Another feature offered by Apple TV is AirPlay. First, check whether AirPlay is compatible with your apps. The benefit of AirPlay is that you do not share everything on your screen; rather, what you want to be shared from your iPad.
YouTube supports AirPlay. Open the video you want to project on YouTube and press the AirPlay icon in the top right corner. Enable ‘AirPlay and Bluetooth devices,’ then connect to your Apple TV.
When using the wireless option, ensure that your internet connection is stable. Otherwise, you may experience lag issues. If you run into more trouble with Apple’s other devices required for the connection, contact Apple Support for troubleshooting.
Which Method is Better?
Choosing between a wired connection and a wireless one may not be an issue of preference. Sometimes, you may be more inclined to pick one over the other due to the presenting factors. However, it is important to remember that a wireless connection will still require an HDMI adapter most time.
A wired connection means the projector will portray every activity on the iPad. Wireless connections through AirPlay may restrict the viewer from certain apps on your iPad. The viewer only sees what you allow them to. So, depending on the sensitivity of the information on your iPad, you know which method works best for you.
Do you need an HDMI connection if you are connected via WIFI?
Yes. The WIFI network connects the iPad and the Apple TV. You will need an HDMI or VGA cable to connect the Apple TV to the projector. Doing so will pass video signals from the Apple TV to the projector screen.
Why doesn’t the screen fit on the projector screen?
This is a typical issue. For example, when projecting images, videos, or presentation slides from your iPad to a projector, the screen may need to be adjusted to fit the screen size. This is because your iPad’s resolution and display size differ from the projector screen’s. The solution to this is to zoom out your screen for maximum viewing.

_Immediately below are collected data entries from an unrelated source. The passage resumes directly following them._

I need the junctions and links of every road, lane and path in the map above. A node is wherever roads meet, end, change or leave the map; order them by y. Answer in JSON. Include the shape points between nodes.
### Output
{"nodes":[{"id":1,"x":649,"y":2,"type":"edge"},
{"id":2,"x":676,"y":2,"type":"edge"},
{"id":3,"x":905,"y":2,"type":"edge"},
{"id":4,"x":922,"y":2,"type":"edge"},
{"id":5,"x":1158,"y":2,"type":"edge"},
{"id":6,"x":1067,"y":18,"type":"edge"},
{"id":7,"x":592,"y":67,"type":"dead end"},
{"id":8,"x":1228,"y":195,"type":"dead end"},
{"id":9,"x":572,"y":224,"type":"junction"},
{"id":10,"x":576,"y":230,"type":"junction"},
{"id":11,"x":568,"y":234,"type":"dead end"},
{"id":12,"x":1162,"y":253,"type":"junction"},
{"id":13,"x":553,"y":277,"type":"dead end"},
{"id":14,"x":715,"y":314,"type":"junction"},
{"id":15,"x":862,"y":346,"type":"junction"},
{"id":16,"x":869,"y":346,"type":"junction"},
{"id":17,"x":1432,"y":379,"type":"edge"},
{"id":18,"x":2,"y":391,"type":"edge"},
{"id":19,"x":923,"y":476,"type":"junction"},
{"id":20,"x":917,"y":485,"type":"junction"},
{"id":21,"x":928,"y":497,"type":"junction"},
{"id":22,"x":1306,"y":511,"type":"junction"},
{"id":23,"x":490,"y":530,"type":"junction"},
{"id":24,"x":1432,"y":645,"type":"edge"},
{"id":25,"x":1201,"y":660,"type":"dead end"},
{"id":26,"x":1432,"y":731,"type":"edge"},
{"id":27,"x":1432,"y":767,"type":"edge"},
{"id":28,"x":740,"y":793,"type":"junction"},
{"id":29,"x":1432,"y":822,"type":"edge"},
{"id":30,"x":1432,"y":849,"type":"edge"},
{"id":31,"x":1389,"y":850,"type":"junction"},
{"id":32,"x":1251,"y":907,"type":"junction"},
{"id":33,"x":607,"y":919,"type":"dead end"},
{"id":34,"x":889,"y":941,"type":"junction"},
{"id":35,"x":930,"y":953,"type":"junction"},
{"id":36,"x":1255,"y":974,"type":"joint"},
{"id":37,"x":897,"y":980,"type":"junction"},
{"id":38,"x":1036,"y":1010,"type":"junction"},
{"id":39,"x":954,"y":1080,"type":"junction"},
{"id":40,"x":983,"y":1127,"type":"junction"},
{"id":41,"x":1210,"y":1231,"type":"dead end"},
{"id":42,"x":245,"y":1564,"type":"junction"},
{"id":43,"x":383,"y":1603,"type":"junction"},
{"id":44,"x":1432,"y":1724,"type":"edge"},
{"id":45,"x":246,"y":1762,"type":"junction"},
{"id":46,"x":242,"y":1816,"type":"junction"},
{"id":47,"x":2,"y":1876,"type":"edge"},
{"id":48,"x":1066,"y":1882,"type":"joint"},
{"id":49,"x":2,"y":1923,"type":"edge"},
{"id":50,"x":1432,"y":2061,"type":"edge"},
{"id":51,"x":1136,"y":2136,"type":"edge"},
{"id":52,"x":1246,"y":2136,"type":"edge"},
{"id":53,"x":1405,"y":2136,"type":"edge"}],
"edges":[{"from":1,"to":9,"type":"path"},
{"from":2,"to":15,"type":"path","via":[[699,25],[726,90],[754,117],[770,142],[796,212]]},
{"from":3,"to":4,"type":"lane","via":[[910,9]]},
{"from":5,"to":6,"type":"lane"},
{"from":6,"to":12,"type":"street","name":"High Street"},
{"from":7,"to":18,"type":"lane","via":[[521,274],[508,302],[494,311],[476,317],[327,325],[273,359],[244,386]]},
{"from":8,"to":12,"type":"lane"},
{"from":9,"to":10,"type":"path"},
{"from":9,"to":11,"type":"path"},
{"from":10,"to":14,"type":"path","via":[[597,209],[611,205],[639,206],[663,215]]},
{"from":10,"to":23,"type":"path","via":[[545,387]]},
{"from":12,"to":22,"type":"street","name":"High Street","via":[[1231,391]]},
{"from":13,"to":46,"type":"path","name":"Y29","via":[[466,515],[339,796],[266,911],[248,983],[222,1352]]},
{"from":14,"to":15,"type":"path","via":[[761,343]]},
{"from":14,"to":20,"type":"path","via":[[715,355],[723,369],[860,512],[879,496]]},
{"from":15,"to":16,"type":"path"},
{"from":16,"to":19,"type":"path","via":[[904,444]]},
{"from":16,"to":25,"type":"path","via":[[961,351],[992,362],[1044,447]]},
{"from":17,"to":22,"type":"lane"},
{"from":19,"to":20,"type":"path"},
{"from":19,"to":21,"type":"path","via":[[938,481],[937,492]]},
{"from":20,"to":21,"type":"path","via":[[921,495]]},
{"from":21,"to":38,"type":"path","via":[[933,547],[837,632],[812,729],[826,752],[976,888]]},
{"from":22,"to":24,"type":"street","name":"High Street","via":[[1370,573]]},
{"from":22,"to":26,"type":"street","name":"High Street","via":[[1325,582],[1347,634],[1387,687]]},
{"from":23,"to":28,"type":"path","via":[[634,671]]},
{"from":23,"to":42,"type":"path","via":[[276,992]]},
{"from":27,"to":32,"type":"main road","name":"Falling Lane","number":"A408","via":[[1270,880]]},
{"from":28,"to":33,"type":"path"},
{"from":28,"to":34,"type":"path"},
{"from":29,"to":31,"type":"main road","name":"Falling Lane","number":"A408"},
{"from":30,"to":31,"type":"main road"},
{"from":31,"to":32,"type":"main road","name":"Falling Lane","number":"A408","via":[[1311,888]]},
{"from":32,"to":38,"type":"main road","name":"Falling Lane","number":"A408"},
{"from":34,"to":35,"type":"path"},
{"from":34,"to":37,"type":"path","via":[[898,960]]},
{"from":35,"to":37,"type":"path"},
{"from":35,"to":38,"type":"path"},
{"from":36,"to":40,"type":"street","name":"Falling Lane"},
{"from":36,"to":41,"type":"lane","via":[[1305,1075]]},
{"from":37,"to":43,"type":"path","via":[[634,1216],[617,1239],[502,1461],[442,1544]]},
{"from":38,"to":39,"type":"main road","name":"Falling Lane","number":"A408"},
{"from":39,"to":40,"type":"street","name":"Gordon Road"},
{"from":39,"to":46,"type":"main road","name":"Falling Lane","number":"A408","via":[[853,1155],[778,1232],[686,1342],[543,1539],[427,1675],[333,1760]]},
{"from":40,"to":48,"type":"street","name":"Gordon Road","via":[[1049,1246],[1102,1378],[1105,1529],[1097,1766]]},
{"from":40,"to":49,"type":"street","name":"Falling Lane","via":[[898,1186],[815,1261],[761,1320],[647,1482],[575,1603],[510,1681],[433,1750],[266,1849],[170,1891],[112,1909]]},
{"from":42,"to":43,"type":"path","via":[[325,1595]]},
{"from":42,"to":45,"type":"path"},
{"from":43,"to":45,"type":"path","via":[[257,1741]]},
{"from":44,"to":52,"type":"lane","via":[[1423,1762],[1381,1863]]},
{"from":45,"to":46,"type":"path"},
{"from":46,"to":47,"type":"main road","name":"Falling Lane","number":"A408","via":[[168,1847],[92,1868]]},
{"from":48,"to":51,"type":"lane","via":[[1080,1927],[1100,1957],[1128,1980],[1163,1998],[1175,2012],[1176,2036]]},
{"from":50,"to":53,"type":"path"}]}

Can you connect your iPad to a projector via Bluetooth?
A Bluetooth connection works almost similarly to a WIFI connection. The most popular wireless connection is through WIFI. You can create a Bluetooth network if you are in a place without WIFI. Some projectors allow you to connect directly to the iPad via Bluetooth.
Some projector brands allow you to do this. Once you connect the projector to the Bluetooth network, you should activate the app that works with your projector. However, the maximum range for most Bluetooth devices and connections is 10 meters, which may be inconvenient for some presentations.
Further, Bluetooth connections may be affected by obstacles such as structures or electromagnetic fields. Another reason wireless connections trump Bluetooth connections is that the former is slower. It is better to use wireless methods when connecting an iPad to a projector.